I’ve had my head buried in SOAP for the last few months. In particular, ext/soap with PHP. There’s a great opportunity out there for PHP find itself as an incredibly easy and robust way to implement a web service environment through SOAP. Unfortunately, the PHP5 soap extension has let this opportunity slip by again and again.
Sure, it’s fairly easy to implement a simple rpc/encoded SOAP framework, especially if you leverage the Zend_Soap (and Autodiscover) classes. If you plan on only consuming the web service with PHP (or even perl and python) then it’s an excellent choice. But the whole point of a webservice is to offer interoperability. This is something where SOAP itself falls short.
The SOAP “standard” isn’t a standard at all. Rather, it’s a generic, fuzzy guideline for implementing one of a dozen other standards. You’ve got your rpc/encoded, your rpc/literal, document/literal, document/encoded and document/literal wrapped conventions.

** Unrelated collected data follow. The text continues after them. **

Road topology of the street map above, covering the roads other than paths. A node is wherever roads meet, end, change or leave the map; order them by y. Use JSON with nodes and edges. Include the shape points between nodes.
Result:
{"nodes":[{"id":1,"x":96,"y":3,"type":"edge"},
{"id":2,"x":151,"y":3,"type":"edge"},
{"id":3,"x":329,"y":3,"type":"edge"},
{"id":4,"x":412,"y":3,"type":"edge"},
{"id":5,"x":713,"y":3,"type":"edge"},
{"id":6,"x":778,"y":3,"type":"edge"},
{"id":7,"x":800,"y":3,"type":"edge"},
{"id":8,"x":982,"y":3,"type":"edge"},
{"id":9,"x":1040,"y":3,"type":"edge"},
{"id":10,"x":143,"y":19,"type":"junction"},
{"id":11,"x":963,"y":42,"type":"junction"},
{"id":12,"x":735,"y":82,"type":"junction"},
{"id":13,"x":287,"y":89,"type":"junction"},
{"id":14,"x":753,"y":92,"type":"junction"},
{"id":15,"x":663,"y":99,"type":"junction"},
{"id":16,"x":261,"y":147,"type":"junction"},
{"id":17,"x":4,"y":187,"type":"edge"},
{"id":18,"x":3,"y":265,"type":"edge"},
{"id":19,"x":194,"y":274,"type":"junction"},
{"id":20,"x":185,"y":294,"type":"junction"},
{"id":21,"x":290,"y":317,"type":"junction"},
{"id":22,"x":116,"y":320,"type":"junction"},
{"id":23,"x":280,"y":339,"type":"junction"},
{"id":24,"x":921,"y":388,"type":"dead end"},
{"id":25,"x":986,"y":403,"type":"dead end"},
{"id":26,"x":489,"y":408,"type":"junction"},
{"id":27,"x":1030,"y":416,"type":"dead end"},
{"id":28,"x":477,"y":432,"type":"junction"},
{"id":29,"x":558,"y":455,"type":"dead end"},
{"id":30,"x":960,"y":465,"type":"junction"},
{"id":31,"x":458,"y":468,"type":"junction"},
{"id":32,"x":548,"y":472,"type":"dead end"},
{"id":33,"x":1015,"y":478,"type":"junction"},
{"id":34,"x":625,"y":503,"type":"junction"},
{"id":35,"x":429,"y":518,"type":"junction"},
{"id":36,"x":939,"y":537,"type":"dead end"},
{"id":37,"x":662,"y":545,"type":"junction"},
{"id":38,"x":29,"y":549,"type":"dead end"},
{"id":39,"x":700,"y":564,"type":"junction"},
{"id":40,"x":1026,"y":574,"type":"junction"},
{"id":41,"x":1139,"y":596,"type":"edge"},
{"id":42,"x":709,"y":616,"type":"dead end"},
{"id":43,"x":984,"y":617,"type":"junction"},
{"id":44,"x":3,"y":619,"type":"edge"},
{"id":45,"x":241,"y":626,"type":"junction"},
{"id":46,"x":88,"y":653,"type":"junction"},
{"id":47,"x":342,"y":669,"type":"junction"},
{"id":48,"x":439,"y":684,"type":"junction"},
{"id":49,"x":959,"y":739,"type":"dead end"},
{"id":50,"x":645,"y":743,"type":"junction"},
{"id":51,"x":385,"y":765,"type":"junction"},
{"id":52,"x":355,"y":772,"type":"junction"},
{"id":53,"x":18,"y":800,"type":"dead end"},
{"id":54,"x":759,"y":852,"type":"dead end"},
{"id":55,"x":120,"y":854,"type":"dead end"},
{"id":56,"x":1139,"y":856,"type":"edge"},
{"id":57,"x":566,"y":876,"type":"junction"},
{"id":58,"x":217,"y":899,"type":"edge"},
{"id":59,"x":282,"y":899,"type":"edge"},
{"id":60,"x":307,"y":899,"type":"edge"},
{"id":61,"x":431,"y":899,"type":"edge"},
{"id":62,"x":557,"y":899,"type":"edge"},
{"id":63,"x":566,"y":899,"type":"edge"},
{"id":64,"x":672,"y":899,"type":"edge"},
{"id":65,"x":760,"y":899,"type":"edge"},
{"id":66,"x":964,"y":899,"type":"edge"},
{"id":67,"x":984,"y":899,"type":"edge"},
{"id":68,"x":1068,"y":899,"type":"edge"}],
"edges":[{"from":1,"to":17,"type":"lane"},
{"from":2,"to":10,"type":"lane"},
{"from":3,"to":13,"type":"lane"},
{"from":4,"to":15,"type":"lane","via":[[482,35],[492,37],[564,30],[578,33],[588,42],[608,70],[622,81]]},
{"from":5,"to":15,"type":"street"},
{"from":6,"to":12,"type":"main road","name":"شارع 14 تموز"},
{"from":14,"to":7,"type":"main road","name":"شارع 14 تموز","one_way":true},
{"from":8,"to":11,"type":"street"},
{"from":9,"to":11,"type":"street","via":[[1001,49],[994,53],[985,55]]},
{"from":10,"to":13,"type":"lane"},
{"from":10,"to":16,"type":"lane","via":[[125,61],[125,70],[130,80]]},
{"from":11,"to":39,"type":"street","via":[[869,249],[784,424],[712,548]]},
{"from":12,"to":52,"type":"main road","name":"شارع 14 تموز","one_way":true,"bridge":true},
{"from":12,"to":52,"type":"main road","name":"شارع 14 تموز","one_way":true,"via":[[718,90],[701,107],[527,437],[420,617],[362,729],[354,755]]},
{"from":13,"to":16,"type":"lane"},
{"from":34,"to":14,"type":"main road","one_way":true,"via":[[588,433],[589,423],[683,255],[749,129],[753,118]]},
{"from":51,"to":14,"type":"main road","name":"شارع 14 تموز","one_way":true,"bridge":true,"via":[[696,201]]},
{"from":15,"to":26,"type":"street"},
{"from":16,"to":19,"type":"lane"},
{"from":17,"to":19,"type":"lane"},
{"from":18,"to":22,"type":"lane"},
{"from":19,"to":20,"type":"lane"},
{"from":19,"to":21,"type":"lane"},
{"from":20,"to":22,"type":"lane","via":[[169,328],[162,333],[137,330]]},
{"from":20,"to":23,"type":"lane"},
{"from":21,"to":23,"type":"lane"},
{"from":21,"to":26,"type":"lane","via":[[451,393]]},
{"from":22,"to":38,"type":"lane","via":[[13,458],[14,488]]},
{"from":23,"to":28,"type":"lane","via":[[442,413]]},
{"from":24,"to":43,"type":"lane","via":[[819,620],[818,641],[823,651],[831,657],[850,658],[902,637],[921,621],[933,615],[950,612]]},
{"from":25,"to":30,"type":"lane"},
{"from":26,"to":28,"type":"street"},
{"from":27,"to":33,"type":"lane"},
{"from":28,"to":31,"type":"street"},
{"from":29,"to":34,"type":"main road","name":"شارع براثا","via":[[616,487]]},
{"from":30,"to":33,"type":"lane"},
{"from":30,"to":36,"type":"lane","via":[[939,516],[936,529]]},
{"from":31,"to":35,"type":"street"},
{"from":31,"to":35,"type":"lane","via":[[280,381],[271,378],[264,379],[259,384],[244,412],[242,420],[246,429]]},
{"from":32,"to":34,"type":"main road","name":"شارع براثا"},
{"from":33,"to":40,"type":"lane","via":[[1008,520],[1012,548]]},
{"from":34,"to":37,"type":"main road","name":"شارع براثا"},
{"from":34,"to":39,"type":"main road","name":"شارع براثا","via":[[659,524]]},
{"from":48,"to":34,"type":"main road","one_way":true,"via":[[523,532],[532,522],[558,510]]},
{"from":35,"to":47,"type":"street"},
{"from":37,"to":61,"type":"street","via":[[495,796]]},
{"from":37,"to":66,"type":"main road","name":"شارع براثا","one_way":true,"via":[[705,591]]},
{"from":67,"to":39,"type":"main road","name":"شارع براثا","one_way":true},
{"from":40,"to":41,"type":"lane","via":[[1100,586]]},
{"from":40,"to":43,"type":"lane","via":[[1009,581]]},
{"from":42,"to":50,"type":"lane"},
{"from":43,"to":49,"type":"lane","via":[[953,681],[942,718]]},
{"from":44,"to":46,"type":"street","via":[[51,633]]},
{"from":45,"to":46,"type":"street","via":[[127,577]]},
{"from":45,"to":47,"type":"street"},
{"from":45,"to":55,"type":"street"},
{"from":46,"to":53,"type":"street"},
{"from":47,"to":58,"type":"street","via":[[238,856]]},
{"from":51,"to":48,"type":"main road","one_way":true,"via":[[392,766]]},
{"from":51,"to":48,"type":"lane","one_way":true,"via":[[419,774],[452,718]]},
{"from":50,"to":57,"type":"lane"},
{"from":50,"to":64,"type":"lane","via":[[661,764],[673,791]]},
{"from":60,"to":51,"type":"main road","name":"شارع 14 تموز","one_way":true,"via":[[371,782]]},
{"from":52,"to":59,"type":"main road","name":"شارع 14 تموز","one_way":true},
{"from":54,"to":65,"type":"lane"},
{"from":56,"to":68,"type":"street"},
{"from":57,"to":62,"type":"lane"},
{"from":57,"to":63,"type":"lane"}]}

Each offers various caveats and perks.
Here’s where ext/soap comes in. While the rest of the world has been trying to come up with a SOAP implementation that everyone can agree upon, PHP’s soap extension has been fairly stagnant. The package maintainer, Dmitry, does some casual bug fixes but overall there are several gaping holes that leave a lot to be desired.
As it turns out, most of the world HAS agreed on a SOAP implementation. It’s called “document/literal wrapped”. The wrapped portion dictates that in the WSDL, a binding operation’s parameters must refer to a complex type that defines those parameters, thus avoiding a nasty issue with soap-enc:Array. I won’t attempt to explain the breadth of the issue here, but a good article can be found at http://atmanes.blogspot.com/2005/03/wrapped-documentliteral-convention.html
For the last few months I’ve been in a back-and-forth match between PHP, Java and .NET. The struggle has been in getting a WSDL implementation that can play nice with PHP, Perl, Python, as well as the more robust languages like Java and .NET. It’s not just a casual “wish”, it’s part of my project requirements.
The problems have been numerous. Firstly, Java doesn’t support RPC/Encoded anymore. It doesn’t even support vanilla document/literal, in fact; it requires the wrapped convention to even be able to compile. .NET had similar issues. Unfortunately, my WSDLs were being auto generated by Zend_Soap_Autodiscover, which, as of writing this, is incapable of producing WSI compliant WSDLs.
And so began the hacking. I’ve rearranged, rewritten and added a very large chunk of code to the Zend Framework/Soap code base. I was finally able to get a compliant WSDL out of PHP. It compiled in Java and .NET just fine. It worked in python, perl, even ruby. And then I checked PHP.
So far PHP had been pretty agnostic when it came to my WSDL format. It didn’t seem to care whether or not it was in rpc or document, or even if my namespaces mismatched (Something which python and perl DID care about). However, after implementing my “wrapped” changes, something funny happened. PHP was now throwing a SoapException from the client, telling me that the procedure I was calling didn’t exist. A quick var_dump() of SoapClient::__getFunctions() showed that they were indeed there, but PHP couldn’t interact with them for some reason.
After some quick googling, I was able to turn up a few PHP bug reports describing exactly my issue. Most of these bugs were over two years old, with virtually no feedback from the maintainer. An example is http://bugs.php.net/bug.php?id=30302
I contacted Andi and Dmitry personally to ask about the status of the issue. The response I got wasn’t very optimistic:
Hi Matt,
It’s not supported, because it wasn’t a part of SOAP specification (I’m not sure about present time).
I didn’t plan to implement it. May be someone else…
Thanks. Dmitry.
So when I have some time, basically my only option is to implement it myself, and submit the patch to internals.
The problems with ext/soap are far more numerous than just that, however. In the past few months I’ve encountered issues that lead me to believe the people writing these implementations know even less about SOAP than I do. Here are the main two issues I encountered:
- ext/soap has no support for retrieving Soap Headers. You’re stuck with one of two hacks. You can either pass an object through from the client that maps to a method call on the server — which is less than helpful when using headers for authentication — or parse the XML from HTTP_RAW_POST_DATA manually in your SOAP request. I opted for the latter.
- ext/soap’s fault support is buggy and inconsistent. Defining custom Soap Faults in an intelligent way means hacking the response envelope.
In conclusion, PHP’s soap extension really needs a complete rewrite. I’m probably not the person to do it, but it’s an idea I’ve been toying with. It’s just not ready to be used in a production environment.